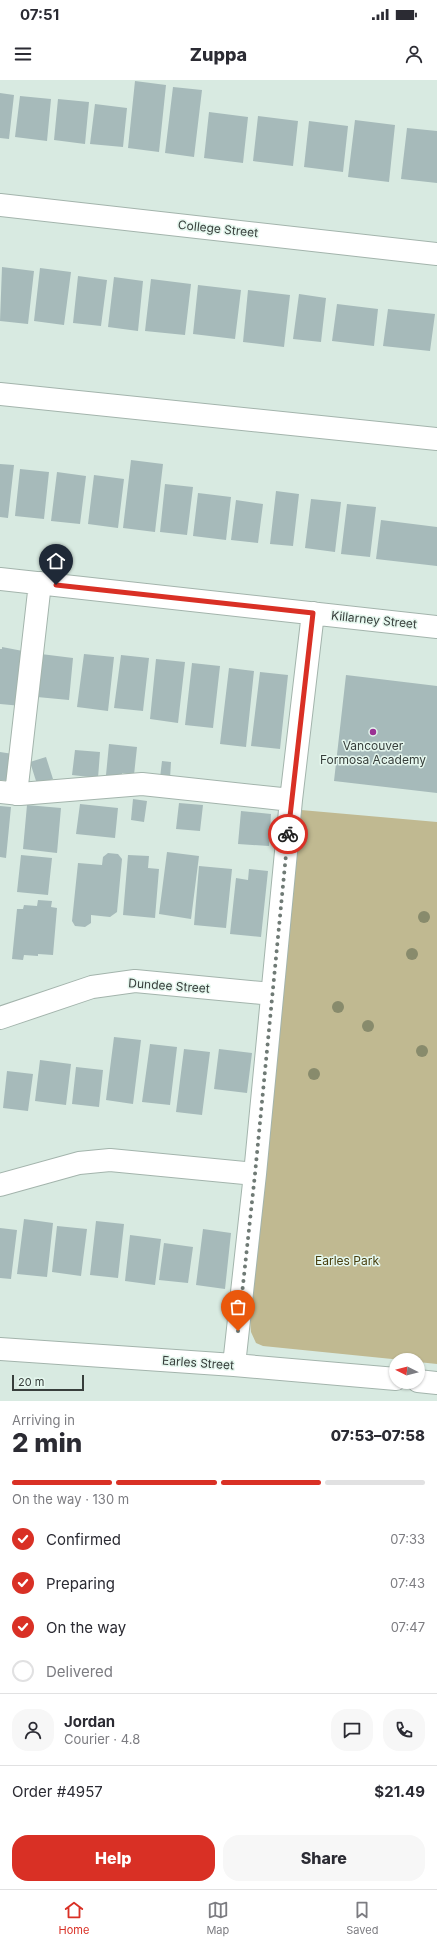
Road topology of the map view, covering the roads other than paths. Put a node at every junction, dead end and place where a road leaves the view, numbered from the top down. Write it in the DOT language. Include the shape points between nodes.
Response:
graph roads {
  1 [pos="0,205"];
  2 [pos="437,254"];
  3 [pos="0,394"];
  4 [pos="437,439"];
  5 [pos="0,579"];
  6 [pos="40,583"];
  7 [pos="313,613"];
  8 [pos="437,627"];
  9 [pos="8,793"];
  10 [pos="291,800"];
  11 [pos="272,994"];
  12 [pos="0,1018"];
  13 [pos="255,1174"];
  14 [pos="0,1185"];
  15 [pos="0,1349"];
  16 [pos="234,1365"];
  17 [pos="389,1378"];
  18 [pos="425,1382"];
  19 [pos="437,1383"];
  1 -- 2 [label="street, College Street"];
  3 -- 4 [label="street"];
  5 -- 6 [label="street, Killarney Street"];
  6 -- 7 [label="street, Killarney Street"];
  6 -- 9 [label="street"];
  7 -- 8 [label="street, Killarney Street"];
  7 -- 10 [label="street"];
  9 -- 10 [label="street" via="142,784"];
  10 -- 11 [label="street"];
  11 -- 12 [label="street, Dundee Street" via="135,981 92,987"];
  11 -- 13 [label="street"];
  13 -- 14 [label="street" via="110,1160 79,1163"];
  13 -- 16 [label="street"];
  15 -- 16 [label="street, Earles Street"];
  16 -- 17 [label="street, Earles Street"];
  18 -- 19 [label="street"];
}
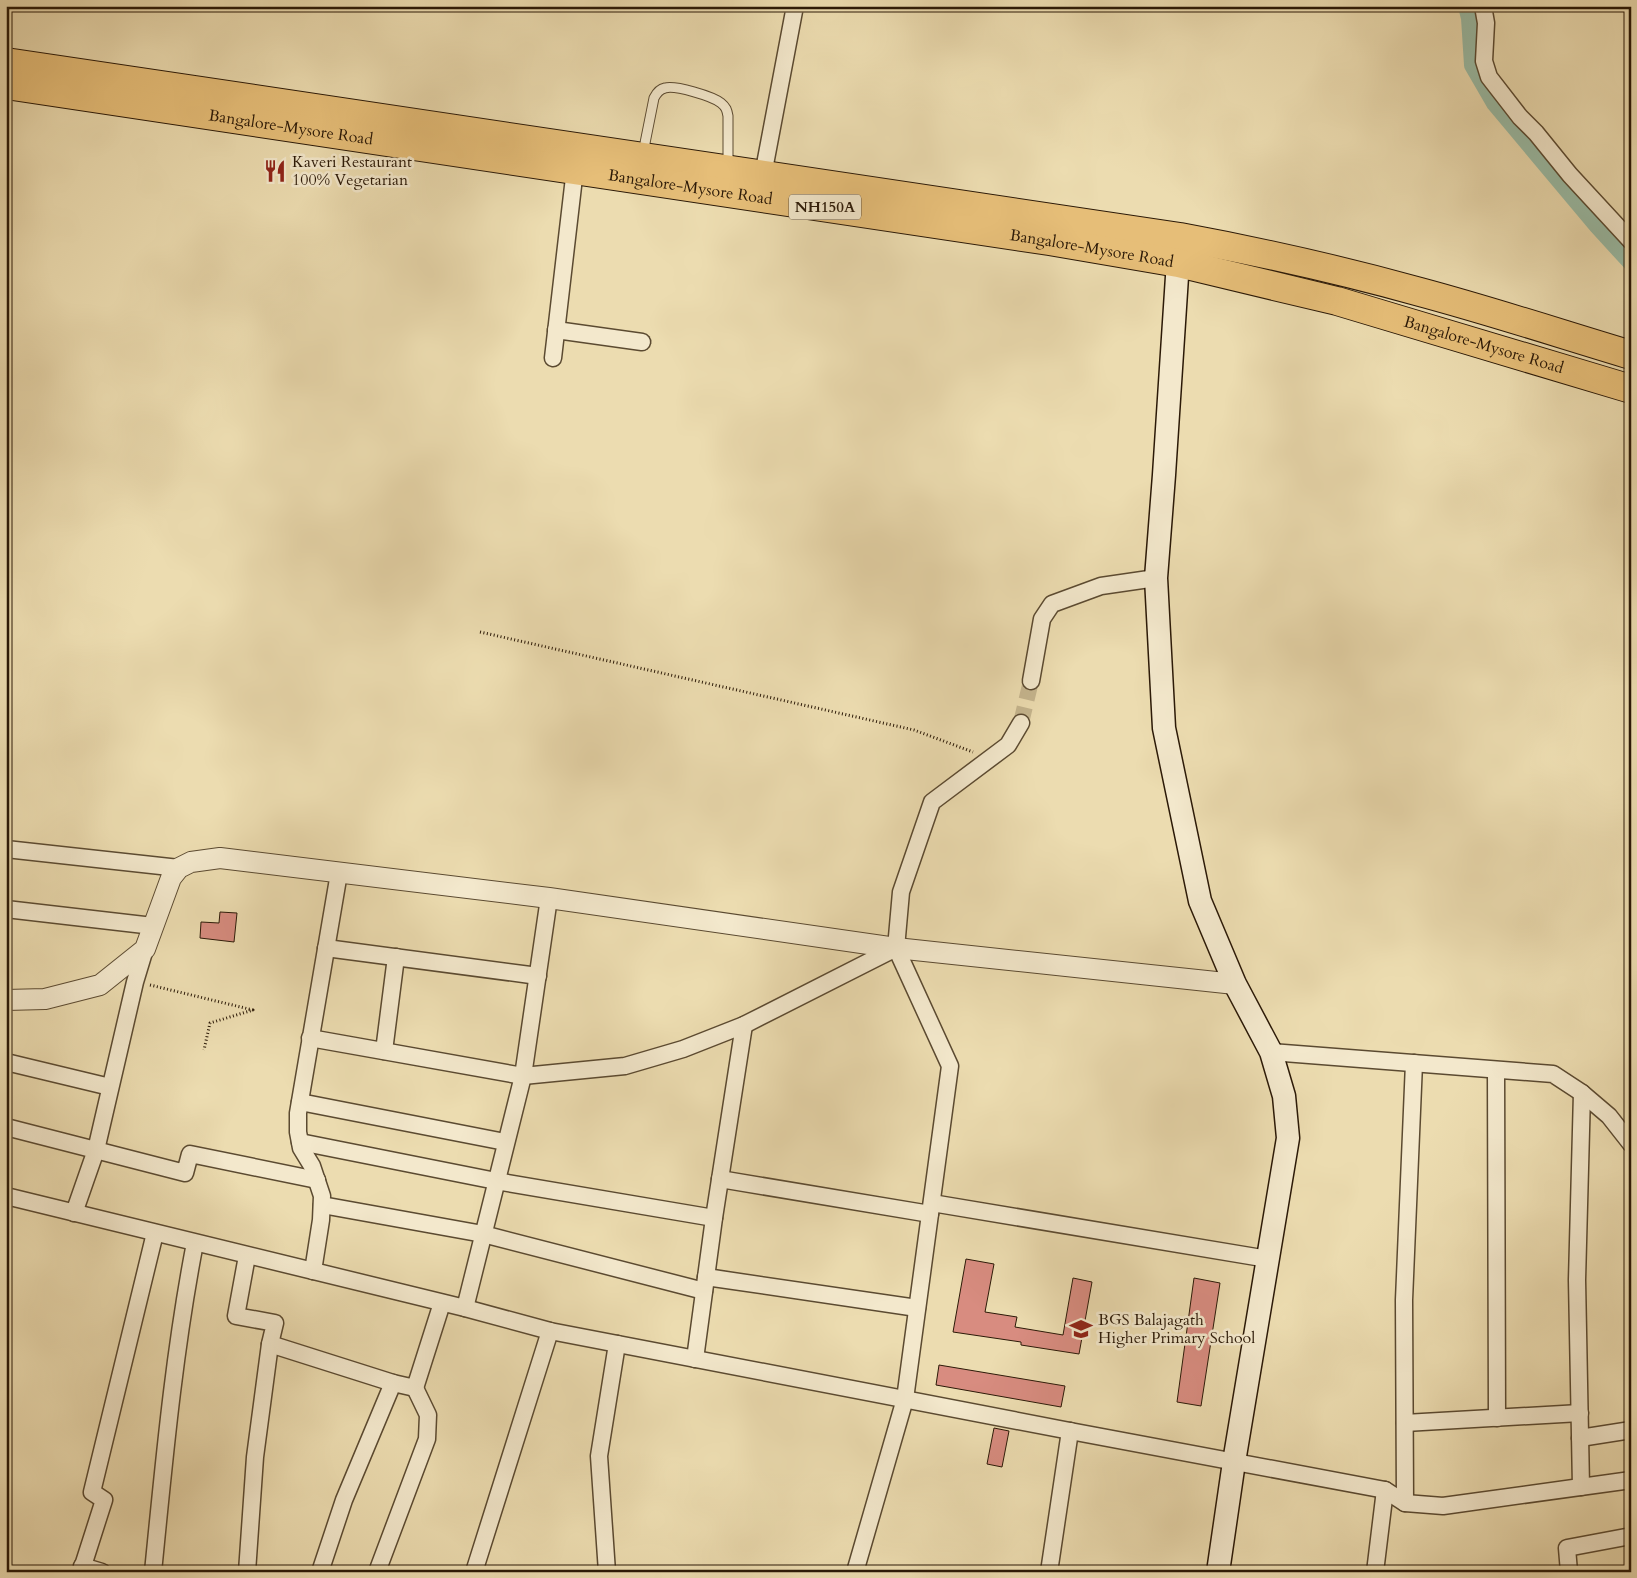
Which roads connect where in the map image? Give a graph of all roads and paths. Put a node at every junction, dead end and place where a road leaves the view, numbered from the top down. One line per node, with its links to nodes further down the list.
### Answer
1 (795, 6): 7 (street)
2 (1483, 6): 9 (street)
3 (6, 62): 5 (highway, Bangalore-Mysore Road / NH150A)
4 (6, 85): 6 (highway, Bangalore-Mysore Road / NH150A)
5 (642, 156): 8 (highway, Bangalore-Mysore Road / NH150A); 8 (lane)
6 (574, 170): 8 (highway, Bangalore-Mysore Road / NH150A); 11 (street)
7 (763, 175): 8 (highway, Bangalore-Mysore Road / NH150A); 10 (highway, Bangalore-Mysore Road / NH150A)
8 (726, 180): 10 (highway, Bangalore-Mysore Road / NH150A)
9 (1631, 241)
10 (1179, 250): 13 (highway, Bangalore-Mysore Road / NH150A); 15 (highway, Bangalore-Mysore Road / NH150A); 16 (main road)
11 (556, 330): 12 (street); 14 (street)
12 (642, 342)
13 (1631, 355)
14 (553, 358)
15 (1631, 389)
16 (1156, 578): 18 (street); 32 (main road)
17 (480, 632): 20 (path)
18 (1031, 681)
19 (1021, 723): 20 (street)
20 (984, 763): 28 (street)
21 (6, 849): 22 (street)
22 (179, 868): 23 (street); 26 (street)
23 (339, 873): 24 (street); 27 (street)
24 (549, 898): 28 (street); 31 (street)
25 (6, 909): 26 (street)
26 (153, 926): 29 (street)
27 (326, 948): 30 (street); 36 (street)
28 (896, 948): 32 (street); 35 (street); 57 (street)
29 (145, 949): 34 (street); 44 (street)
30 (396, 957): 31 (street); 38 (street)
31 (538, 976): 43 (street)
32 (1235, 984): 39 (main road)
33 (160, 988): 37 (path)
34 (6, 1000)
35 (744, 1025): 43 (street); 52 (street)
36 (310, 1038): 38 (street); 46 (street)
37 (204, 1050)
38 (384, 1051): 43 (street)
39 (1271, 1052): 41 (street); 64 (main road)
40 (6, 1062): 44 (street)
41 (1414, 1063): 42 (street); 79 (street)
42 (1496, 1070): 45 (street); 78 (street)
43 (523, 1076): 49 (street)
44 (110, 1087): 51 (street)
45 (1582, 1093): 50 (street); 77 (street)
46 (300, 1102): 48 (street); 49 (street)
47 (6, 1127): 51 (street)
48 (300, 1142): 53 (street); 54 (street)
49 (505, 1142): 54 (street)
50 (1631, 1144)
51 (96, 1150): 53 (street); 58 (street)
52 (720, 1179): 57 (street); 59 (street)
53 (317, 1180): 56 (street)
54 (496, 1181): 59 (street); 61 (street)
55 (6, 1196): 58 (street)
56 (322, 1205): 61 (street); 65 (street)
57 (931, 1208): 64 (street); 69 (street)
58 (74, 1213): 60 (street)
59 (714, 1218): 66 (street)
60 (155, 1233): 62 (street); 89 (street)
61 (483, 1234): 66 (street); 68 (street)
62 (195, 1242): 63 (street); 91 (street)
63 (247, 1256): 65 (street); 71 (street)
64 (1268, 1259): 83 (main road)
65 (313, 1272): 67 (street)
66 (705, 1284): 69 (street); 73 (street)
67 (442, 1303): 68 (street); 75 (street)
68 (465, 1308): 70 (street)
69 (917, 1308): 76 (street)
70 (550, 1331): 72 (street); 95 (street)
71 (270, 1344): 74 (street); 92 (street)
72 (617, 1344): 73 (street); 96 (street)
73 (695, 1359): 76 (street)
74 (393, 1383): 75 (street); 93 (street)
75 (415, 1388): 94 (street)
76 (905, 1399): 81 (street); 97 (street)
77 (1580, 1413): 78 (street); 82 (street)
78 (1497, 1418): 79 (street)
79 (1405, 1423): 87 (street)
80 (1631, 1430): 82 (street)
81 (1070, 1431): 83 (street); 98 (street)
82 (1580, 1438): 85 (street)
83 (1234, 1462): 86 (street); 99 (main road)
84 (1631, 1480): 85 (street)
85 (1581, 1487): 87 (street)
86 (1385, 1490): 87 (street); 100 (street)
87 (1405, 1504)
88 (1631, 1536): 101 (street)
89 (81, 1569): 90 (street)
90 (102, 1572)
91 (153, 1572)
92 (247, 1572)
93 (320, 1572)
94 (377, 1572)
95 (474, 1572)
96 (607, 1572)
97 (855, 1572)
98 (1049, 1572)
99 (1218, 1572)
100 (1375, 1572)
101 (1569, 1572)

+-------+

▶ _Task to complete_: The reply should hold every record, unchanged, and no pictures.

▶ _Answer section_:
Road topology of the map view, covering the roads other than paths. Put a node at every junction, dead end and place where a road leaves the view, numbered from the top down. Write it in the DOT language. Include the shape points between nodes.
Response:
graph roads {
  1 [pos="0,205"];
  2 [pos="437,254"];
  3 [pos="0,394"];
  4 [pos="437,439"];
  5 [pos="0,579"];
  6 [pos="40,583"];
  7 [pos="313,613"];
  8 [pos="437,627"];
  9 [pos="8,793"];
  10 [pos="291,800"];
  11 [pos="272,994"];
  12 [pos="0,1018"];
  13 [pos="255,1174"];
  14 [pos="0,1185"];
  15 [pos="0,1349"];
  16 [pos="234,1365"];
  17 [pos="389,1378"];
  18 [pos="425,1382"];
  19 [pos="437,1383"];
  1 -- 2 [label="street, College Street"];
  3 -- 4 [label="street"];
  5 -- 6 [label="street, Killarney Street"];
  6 -- 7 [label="street, Killarney Street"];
  6 -- 9 [label="street"];
  7 -- 8 [label="street, Killarney Street"];
  7 -- 10 [label="street"];
  9 -- 10 [label="street" via="142,784"];
  10 -- 11 [label="street"];
  11 -- 12 [label="street, Dundee Street" via="135,981 92,987"];
  11 -- 13 [label="street"];
  13 -- 14 [label="street" via="110,1160 79,1163"];
  13 -- 16 [label="street"];
  15 -- 16 [label="street, Earles Street"];
  16 -- 17 [label="street, Earles Street"];
  18 -- 19 [label="street"];
}
Which roads connect where in the map image? Give a graph of all roads and paths. Put a node at every junction, dead end and place where a road leaves the view, numbered from the top down. One line per node, with its links to nodes further down the list.
### Answer
1 (795, 6): 7 (street)
2 (1483, 6): 9 (street)
3 (6, 62): 5 (highway, Bangalore-Mysore Road / NH150A)
4 (6, 85): 6 (highway, Bangalore-Mysore Road / NH150A)
5 (642, 156): 8 (highway, Bangalore-Mysore Road / NH150A); 8 (lane)
6 (574, 170): 8 (highway, Bangalore-Mysore Road / NH150A); 11 (street)
7 (763, 175): 8 (highway, Bangalore-Mysore Road / NH150A); 10 (highway, Bangalore-Mysore Road / NH150A)
8 (726, 180): 10 (highway, Bangalore-Mysore Road / NH150A)
9 (1631, 241)
10 (1179, 250): 13 (highway, Bangalore-Mysore Road / NH150A); 15 (highway, Bangalore-Mysore Road / NH150A); 16 (main road)
11 (556, 330): 12 (street); 14 (street)
12 (642, 342)
13 (1631, 355)
14 (553, 358)
15 (1631, 389)
16 (1156, 578): 18 (street); 32 (main road)
17 (480, 632): 20 (path)
18 (1031, 681)
19 (1021, 723): 20 (street)
20 (984, 763): 28 (street)
21 (6, 849): 22 (street)
22 (179, 868): 23 (street); 26 (street)
23 (339, 873): 24 (street); 27 (street)
24 (549, 898): 28 (street); 31 (street)
25 (6, 909): 26 (street)
26 (153, 926): 29 (street)
27 (326, 948): 30 (street); 36 (street)
28 (896, 948): 32 (street); 35 (street); 57 (street)
29 (145, 949): 34 (street); 44 (street)
30 (396, 957): 31 (street); 38 (street)
31 (538, 976): 43 (street)
32 (1235, 984): 39 (main road)
33 (160, 988): 37 (path)
34 (6, 1000)
35 (744, 1025): 43 (street); 52 (street)
36 (310, 1038): 38 (street); 46 (street)
37 (204, 1050)
38 (384, 1051): 43 (street)
39 (1271, 1052): 41 (street); 64 (main road)
40 (6, 1062): 44 (street)
41 (1414, 1063): 42 (street); 79 (street)
42 (1496, 1070): 45 (street); 78 (street)
43 (523, 1076): 49 (street)
44 (110, 1087): 51 (street)
45 (1582, 1093): 50 (street); 77 (street)
46 (300, 1102): 48 (street); 49 (street)
47 (6, 1127): 51 (street)
48 (300, 1142): 53 (street); 54 (street)
49 (505, 1142): 54 (street)
50 (1631, 1144)
51 (96, 1150): 53 (street); 58 (street)
52 (720, 1179): 57 (street); 59 (street)
53 (317, 1180): 56 (street)
54 (496, 1181): 59 (street); 61 (street)
55 (6, 1196): 58 (street)
56 (322, 1205): 61 (street); 65 (street)
57 (931, 1208): 64 (street); 69 (street)
58 (74, 1213): 60 (street)
59 (714, 1218): 66 (street)
60 (155, 1233): 62 (street); 89 (street)
61 (483, 1234): 66 (street); 68 (street)
62 (195, 1242): 63 (street); 91 (street)
63 (247, 1256): 65 (street); 71 (street)
64 (1268, 1259): 83 (main road)
65 (313, 1272): 67 (street)
66 (705, 1284): 69 (street); 73 (street)
67 (442, 1303): 68 (street); 75 (street)
68 (465, 1308): 70 (street)
69 (917, 1308): 76 (street)
70 (550, 1331): 72 (street); 95 (street)
71 (270, 1344): 74 (street); 92 (street)
72 (617, 1344): 73 (street); 96 (street)
73 (695, 1359): 76 (street)
74 (393, 1383): 75 (street); 93 (street)
75 (415, 1388): 94 (street)
76 (905, 1399): 81 (street); 97 (street)
77 (1580, 1413): 78 (street); 82 (street)
78 (1497, 1418): 79 (street)
79 (1405, 1423): 87 (street)
80 (1631, 1430): 82 (street)
81 (1070, 1431): 83 (street); 98 (street)
82 (1580, 1438): 85 (street)
83 (1234, 1462): 86 (street); 99 (main road)
84 (1631, 1480): 85 (street)
85 (1581, 1487): 87 (street)
86 (1385, 1490): 87 (street); 100 (street)
87 (1405, 1504)
88 (1631, 1536): 101 (street)
89 (81, 1569): 90 (street)
90 (102, 1572)
91 (153, 1572)
92 (247, 1572)
93 (320, 1572)
94 (377, 1572)
95 (474, 1572)
96 (607, 1572)
97 (855, 1572)
98 (1049, 1572)
99 (1218, 1572)
100 (1375, 1572)
101 (1569, 1572)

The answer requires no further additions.